Contes indiens (Feer)/Récit/18

(p. 127-130).


RÉCIT DE LA 18e FIGURE




Un autre jour encore, l’auguste roi Bhoja étant venu jusqu’auprès du trône pour se faire sacrer, la dix-huitième figure lui dit : « Pour être digne de siéger sur ce trône, un roi doit avoir des qualités royales telles que la force, la générosité, etc. ; je vais te les dire. Écoute :

« Un jour, comme le grand roi l’auguste Vikramâditya était assis sur son trône, son portier se présenta devant lui en faisant l’anjali et lui apporta cette nouvelle : Eh ! grand roi, j’ai entendu aujourd’hui un récit merveilleux. Sur la cime du mont Udaya se trouve l’autel d’une divinité, devant lequel s’étend un lac qu’on n’a pas encore vu, et où l’on descend de quatre côtés par des escaliers en or et resplendissants, ornés de pierreries, de perles et de corail. Au milieu de ce lac est une colonne en or, et sur cette colonne un trône, également en or, enrichi de divers joyaux. Depuis le lever du soleil jusqu’à midi, la colonne s’élève par degrés, portant le trône, et finit par toucher le disque du soleil ; depuis midi jusqu’au coucher du soleil, elle s’abaisse par degrés jusqu’à se retrouver au milieu du lac comme elle y était d’abord. Il en est ainsi chaque jour.

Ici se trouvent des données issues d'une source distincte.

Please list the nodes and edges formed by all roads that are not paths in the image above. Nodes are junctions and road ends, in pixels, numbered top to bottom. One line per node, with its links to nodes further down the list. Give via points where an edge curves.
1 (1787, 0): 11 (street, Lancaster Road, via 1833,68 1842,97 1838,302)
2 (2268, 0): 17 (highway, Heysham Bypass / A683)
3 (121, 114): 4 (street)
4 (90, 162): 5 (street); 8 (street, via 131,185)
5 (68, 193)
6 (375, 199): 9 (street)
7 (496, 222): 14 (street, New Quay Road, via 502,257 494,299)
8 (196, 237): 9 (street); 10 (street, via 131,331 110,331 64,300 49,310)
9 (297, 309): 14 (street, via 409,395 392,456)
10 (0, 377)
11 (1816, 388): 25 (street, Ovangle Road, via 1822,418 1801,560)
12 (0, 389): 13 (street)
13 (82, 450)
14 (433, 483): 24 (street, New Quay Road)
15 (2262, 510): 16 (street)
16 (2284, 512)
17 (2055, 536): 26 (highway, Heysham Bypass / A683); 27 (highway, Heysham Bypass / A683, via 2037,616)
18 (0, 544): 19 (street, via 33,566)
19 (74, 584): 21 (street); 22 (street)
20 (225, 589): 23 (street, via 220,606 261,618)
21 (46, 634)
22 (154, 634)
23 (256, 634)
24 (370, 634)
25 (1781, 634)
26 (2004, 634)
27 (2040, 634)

« Après avoir entendu ce récit de la bouche du portier, le roi, dont la curiosité était éveillée au plus haut point, s’éleva à l’aide de ses chaussures magiques, vint près du lac et se tint sur le bord. Au lever du soleil, la colonne sortit de l’eau grandissant toujours. À ce moment, l’auguste Vikramâditya monta sur le trône que supportait la colonne et s’y installa. La colonne grandissait progressivement ; à midi, elle s’était élevée jusqu’au disque du soleil. Sur le trône que supportait la colonne, l’auguste Vikramâditya, grillé par la chaleur insupportable du soleil, perdit connaissance. Aussitôt l’auguste divinité du soleil, témoin de l’héroïsme de l’auguste Vikramâditya, fut extrêmement satisfaite ; elle fit pleuvoir l’Amrita sur le corps de l’auguste Vikramâditya et lui fit reprendre ses sens. Dès qu’il eut repris connaissance, l’auguste Vikramâditya fit d’abord un acte d’adoration et de foi, puis adressa plusieurs hymnes à l’auguste divinité du soleil. L’auguste divinité du soleil, toute satisfaite des hymnes du roi, lui donna chaque jour une paire de boucles d’oreilles en or pesant un Bhâra. Nanti de la paire de boucles d’oreilles qu’il devait à la faveur de l’illustre soleil, le roi s’éleva à l’aide de ses chaussures magiques et retourna le soir dans sa capitale. Pendant le trajet, un homme extrêmement pauvre s’étant trouvé sur son chemin, il fut ému de compassion et donna à ce pauvre sa paire de boucles d’oreilles. »

Après avoir fait ce récit à l’auguste roi Bhoja, la dix-huitième figure ajouta : « Eh ! roi Bhoja, si tu as une puissance semblable, tu parviendras à t’asseoir sur ce trône. »

Comprenant que sa puissance n’allait pas jusque-là, l’auguste roi Bhoja se désista encore ce jour-là.